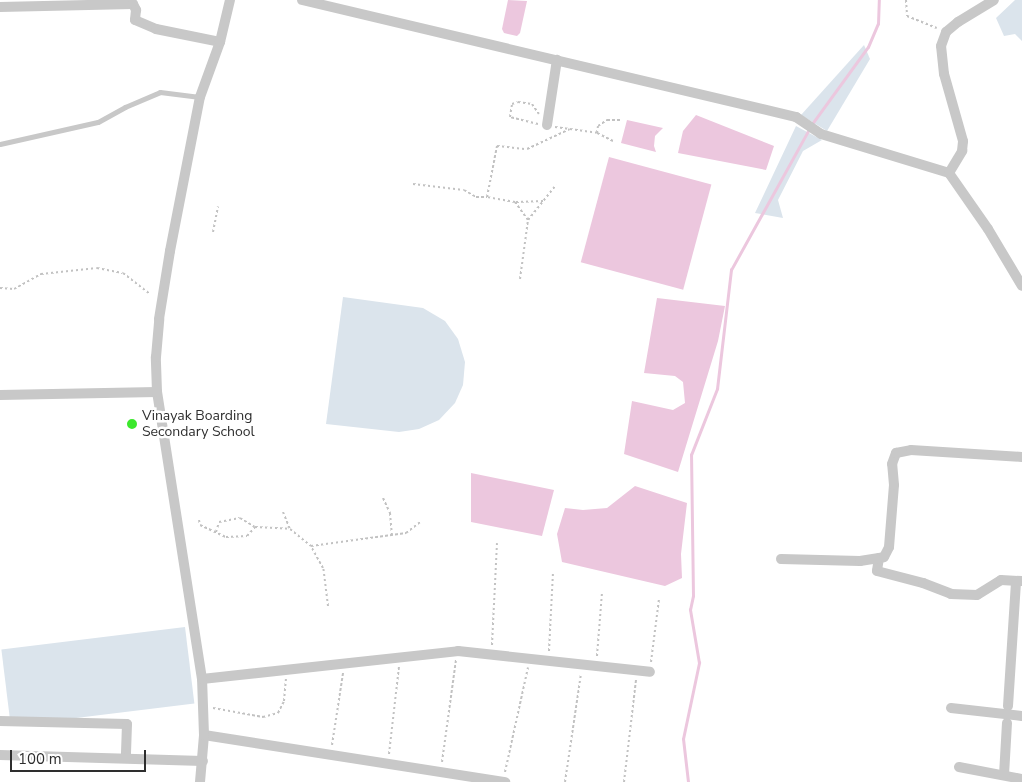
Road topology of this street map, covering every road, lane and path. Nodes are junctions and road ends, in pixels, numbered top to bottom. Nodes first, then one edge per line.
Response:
1 (230, 0) edge
2 (302, 0) edge
3 (906, 0) edge
4 (994, 0) edge
5 (0, 7) edge
6 (946, 32) junction
7 (220, 42) junction
8 (557, 60) junction
9 (200, 97) junction
10 (621, 120) dead end
11 (547, 125) junction
12 (570, 129) junction
13 (597, 133) junction
14 (613, 141) dead end
15 (0, 144) edge
16 (949, 173) junction
17 (413, 184) dead end
18 (556, 185) dead end
19 (487, 197) junction
20 (543, 201) junction
21 (515, 202) junction
22 (218, 206) dead end
23 (528, 220) junction
24 (213, 232) dead end
25 (520, 279) dead end
26 (1022, 286) edge
27 (0, 288) edge
28 (149, 293) dead end
29 (157, 392) junction
30 (0, 395) edge
31 (1022, 457) edge
32 (383, 498) dead end
33 (283, 512) dead end
34 (199, 520) dead end
35 (420, 522) dead end
36 (256, 528) junction
37 (290, 529) junction
38 (216, 532) junction
39 (392, 535) junction
40 (497, 543) dead end
41 (311, 546) junction
42 (879, 558) junction
43 (781, 560) dead end
44 (554, 572) dead end
45 (1019, 581) edge
46 (602, 592) dead end
47 (658, 599) dead end
48 (328, 606) dead end
49 (458, 652) junction
50 (492, 655) junction
51 (400, 658) junction
52 (530, 659) junction
53 (549, 661) junction
54 (344, 663) junction
55 (583, 665) junction
56 (596, 666) junction
57 (285, 670) junction
58 (637, 670) junction
59 (650, 672) joint
60 (202, 679) junction
61 (204, 706) junction
62 (1008, 706) dead end
63 (951, 708) dead end
64 (1022, 716) edge
65 (0, 721) edge
66 (1007, 723) dead end
67 (204, 735) junction
68 (330, 754) junction
69 (0, 755) edge
70 (126, 758) junction
71 (203, 760) junction
72 (388, 764) junction
73 (959, 767) dead end
74 (441, 772) junction
75 (1004, 775) junction
76 (1022, 778) edge
77 (200, 782) edge
78 (503, 782) edge
79 (565, 782) edge
80 (624, 782) edge

1 - 7 street
2 - 8 street
3 - 6 path
4 - 6 street
5 - 7 street
6 - 16 street
7 - 9 street
8 - 11 street
8 - 16 street
9 - 15 lane
9 - 29 street
10 - 13 path
11 - 11 path
11 - 12 path
12 - 13 path
12 - 19 path
13 - 14 path
16 - 26 street
17 - 19 path
18 - 20 path
19 - 21 path
20 - 21 path
20 - 23 path
21 - 23 path
22 - 24 path
23 - 25 path
27 - 28 path
29 - 30 street
29 - 60 street
31 - 42 street
32 - 39 path
33 - 37 path
34 - 38 path
35 - 39 path
36 - 37 path
36 - 38 path
36 - 38 path
37 - 41 path
39 - 41 path
40 - 50 path
41 - 48 path
42 - 43 street
42 - 45 street
44 - 53 path
45 - 62 street
46 - 56 path
47 - 59 path
49 - 50 street
49 - 51 street
49 - 74 path
50 - 52 street
51 - 54 street
51 - 72 path
52 - 53 street
52 - 78 path
53 - 55 street
54 - 57 street
54 - 68 path
55 - 56 street
55 - 79 path
56 - 58 street
57 - 60 street
57 - 61 path
58 - 59 street
58 - 80 path
60 - 61 street
61 - 67 street
63 - 64 street
65 - 70 street
66 - 75 street
67 - 68 street
67 - 71 street
68 - 72 street
69 - 70 street
70 - 71 street
71 - 77 street
72 - 74 street
73 - 75 street
74 - 78 street
75 - 76 street

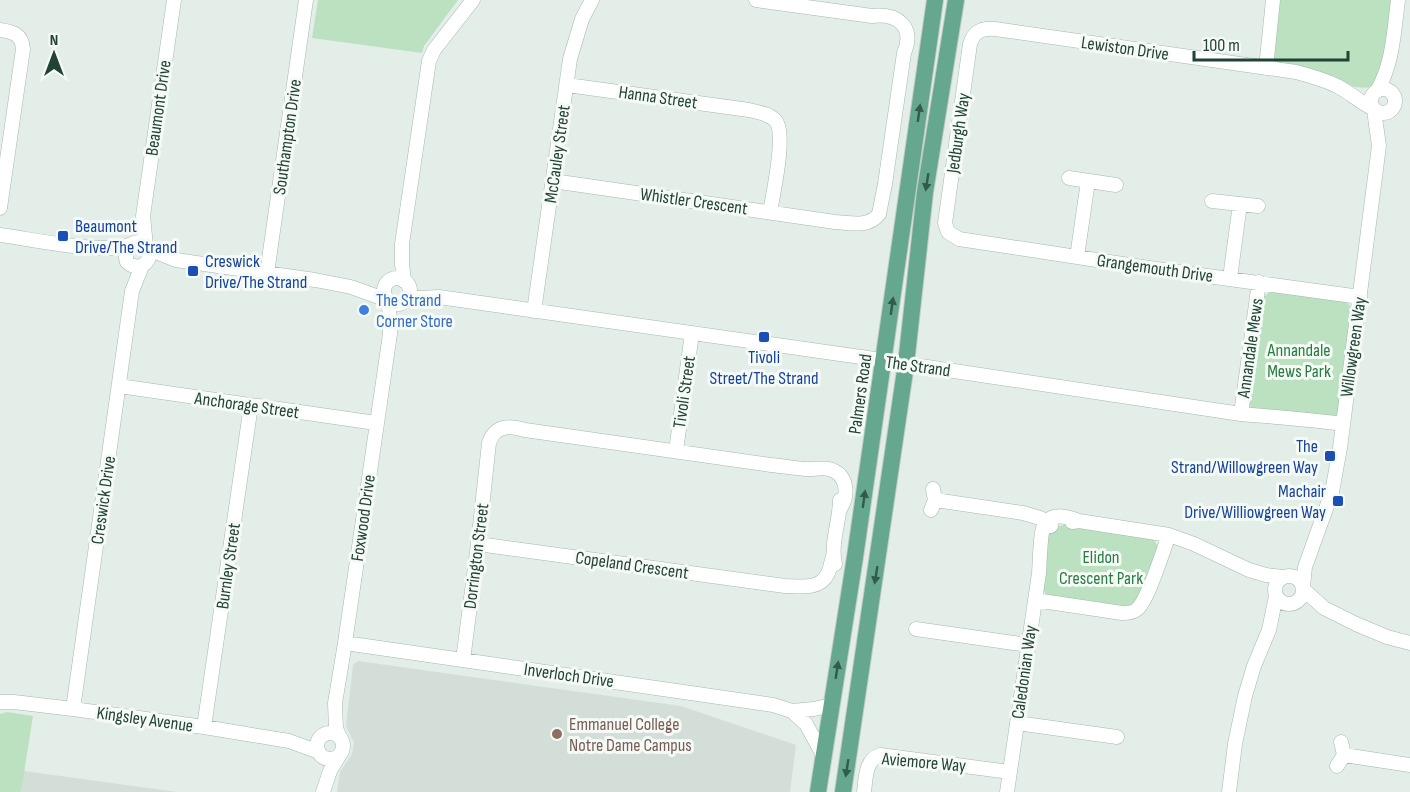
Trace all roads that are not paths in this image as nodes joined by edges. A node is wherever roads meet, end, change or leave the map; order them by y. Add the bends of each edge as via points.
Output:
1 (174, 0) edge
2 (306, 0) edge
3 (472, 0) edge
4 (592, 0) edge
5 (756, 0) edge
6 (935, 0) edge
7 (956, 0) edge
8 (1274, 0) edge
9 (1398, 0) edge
10 (0, 30) edge
11 (978, 32) joint
12 (1390, 58) junction
13 (1266, 68) junction
14 (567, 85) junction
15 (1341, 88) junction
16 (1376, 92) junction
17 (1393, 102) junction
18 (1373, 109) junction
19 (1379, 146) junction
20 (1069, 178) dead end
21 (553, 181) junction
22 (1089, 181) junction
23 (1116, 185) dead end
24 (1212, 201) dead end
25 (1240, 204) junction
26 (1258, 206) dead end
27 (0, 207) edge
28 (770, 212) junction
29 (143, 216) junction
30 (0, 235) edge
31 (951, 235) joint
32 (402, 244) junction
33 (130, 245) junction
34 (92, 248) junction
35 (147, 248) junction
36 (1077, 257) junction
37 (176, 260) junction
38 (136, 264) junction
39 (267, 273) junction
40 (1230, 278) junction
41 (405, 281) junction
42 (388, 282) junction
43 (1259, 282) junction
44 (351, 287) junction
45 (439, 297) junction
46 (1360, 297) junction
47 (396, 301) junction
48 (534, 311) junction
49 (692, 333) junction
50 (884, 361) junction
51 (906, 364) junction
52 (119, 386) junction
53 (251, 405) junction
54 (1241, 414) junction
55 (376, 423) junction
56 (1343, 428) junction
57 (501, 432) joint
58 (676, 451) junction
59 (933, 500) dead end
60 (1049, 524) junction
61 (1169, 535) junction
62 (478, 544) junction
63 (1312, 545) junction
64 (1249, 570) junction
65 (1284, 577) junction
66 (1303, 588) junction
67 (1275, 595) junction
68 (1035, 600) junction
69 (1294, 604) junction
70 (1324, 608) junction
71 (914, 629) dead end
72 (1269, 630) junction
73 (1410, 643) edge
74 (345, 644) junction
75 (1028, 645) junction
76 (464, 660) junction
77 (0, 702) edge
78 (335, 703) junction
79 (831, 705) junction
80 (73, 709) junction
81 (792, 711) junction
82 (1017, 723) junction
83 (204, 727) junction
84 (321, 736) junction
85 (340, 737) junction
86 (1120, 738) dead end
87 (289, 741) junction
88 (319, 753) junction
89 (1341, 754) dead end
90 (823, 755) junction
91 (339, 756) junction
92 (1410, 765) edge
93 (1010, 772) junction
94 (324, 790) edge
95 (818, 792) edge
96 (843, 792) edge
97 (864, 792) edge
98 (1007, 792) edge
99 (1229, 792) edge

1 - 29 street, Beaumont Drive
2 - 39 street, Southampton Drive
3 - 32 street via 429,61
4 - 14 street, McCauley Street via 572,51
5 - 28 street, Whistler Crescent via 872,16 892,23 900,29 904,53 885,184 886,211 881,223 860,231 835,222
50 -> 6 main road, Palmers Road
7 -> 51 main road via 925,192
8 - 13 street
9 - 12 street, Willowgreen Way
10 - 27 street via 16,34 22,45
11 - 13 street, Lewiston Drive via 995,29
11 - 31 street, Jedburgh Way via 970,44 946,216
12 - 16 street, Willowgreen Way
12 - 17 street, Willowgreen Way
13 - 15 street, Lewiston Drive via 1306,75
14 - 21 street, McCauley Street
14 - 28 street, Hanna Street via 749,110 768,109 780,115 787,129
15 - 16 street, Lewiston Drive
15 - 18 street, Lewiston Drive
16 - 17 street via 1386,90
16 - 18 street via 1371,101
17 - 18 street via 1388,112
17 - 19 street, Willowgreen Way
18 - 19 street, Willowgreen Way
19 - 46 street, Willowgreen Way
20 - 22 street
21 - 28 street, Whistler Crescent
21 - 48 street, McCauley Street
22 - 23 street
22 - 36 street
24 - 25 street
25 - 26 street
25 - 40 street
29 - 33 street, Beaumont Drive
29 - 35 street, Beaumont Drive
30 - 34 street, The Strand
31 - 36 street, Grangemouth Drive
32 - 41 street
32 - 42 street
33 - 34 street, The Strand
33 - 35 street via 139,243
33 - 38 street via 125,253
34 - 38 street, The Strand
35 - 37 street, The Strand
35 - 38 street via 149,257
36 - 40 street, Grangemouth Drive
37 - 38 street, The Strand
37 - 39 street, The Strand
38 - 52 street, Creswick Drive
39 - 44 street, The Strand
40 - 43 street, Grangemouth Drive
41 - 42 street via 398,278
41 - 45 street, The Strand
41 - 47 street via 410,293
42 - 44 street, The Strand
42 - 47 street via 384,293
43 - 46 street, Grangemouth Drive
43 - 54 street, Annandale Mews
44 - 47 street, The Strand
45 - 47 street, The Strand
45 - 48 street, The Strand
46 - 56 street, Willowgreen Way
47 - 55 street, Foxwood Drive
48 - 49 street, The Strand
49 - 50 street, The Strand
49 - 58 street, Tivoli Street
50 - 51 street, The Strand
79 -> 50 main road, Palmers Road
51 - 54 street, The Strand
51 -> 96 main road
52 - 53 street, Anchorage Street
52 - 80 street, Creswick Drive
53 - 55 street, Anchorage Street
53 - 83 street, Burnley Street
54 - 56 street, The Strand
55 - 74 street, Foxwood Drive
56 - 63 street, Willowgreen Way via 1332,492
57 - 58 street, Copeland Crescent via 511,426
57 - 62 street, Dorrington Street via 491,437
58 - 62 street, Copeland Crescent via 807,469 833,479 840,508 834,556 826,578 810,586 785,586
59 - 60 street via 1023,513
60 - 61 street via 1049,519 1061,516
60 - 68 street, Caledonian Way via 1043,526
61 - 64 street
61 - 68 street via 1146,596 1135,611 1122,613
62 - 76 street, Dorrington Street
63 - 65 street, Willowgreen Way
63 - 66 street, Willowgreen Way
64 - 65 street
64 - 67 street
65 - 66 street via 1297,578
65 - 67 street via 1277,582
66 - 69 street via 1302,597
66 - 70 street
67 - 69 street via 1282,603
67 - 72 street
68 - 75 street, Caledonian Way
69 - 70 street
69 - 72 street
70 - 73 street via 1377,633
71 - 75 street
72 - 99 street via 1245,696
74 - 76 street, Inverloch Drive
74 - 78 street, Foxwood Drive
75 - 82 street, Caledonian Way
76 - 81 street, Inverloch Drive via 773,705
77 - 80 street, Kingsley Avenue
78 - 84 street, Foxwood Drive
78 - 85 street, Foxwood Drive
79 - 81 street, Inverloch Drive
79 - 90 main road, Palmers Road
80 - 83 street, Kingsley Avenue
81 - 90 street via 806,724
82 - 86 street
82 - 93 street, Caledonian Way
83 - 87 street, Kingsley Avenue
84 - 85 street via 331,732
84 - 87 street, Kingsley Avenue
84 - 88 street, Foxwood Drive
85 - 91 street, Foxwood Drive via 343,746
87 - 88 street, Kingsley Avenue
88 - 91 street via 329,759
88 - 94 street, Foxwood Drive
89 - 92 street
90 - 95 main road, Palmers Road
91 - 94 street, Foxwood Drive
93 - 97 street, Aviemore Way via 880,755 869,764
93 - 98 street, Caledonian Way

*What to do*
Each line with "Grangemouth" in it must be identified and copied from the material.

*Solution to the exercise*
31 - 36 street, Grangemouth Drive
36 - 40 street, Grangemouth Drive
40 - 43 street, Grangemouth Drive
43 - 46 street, Grangemouth Drive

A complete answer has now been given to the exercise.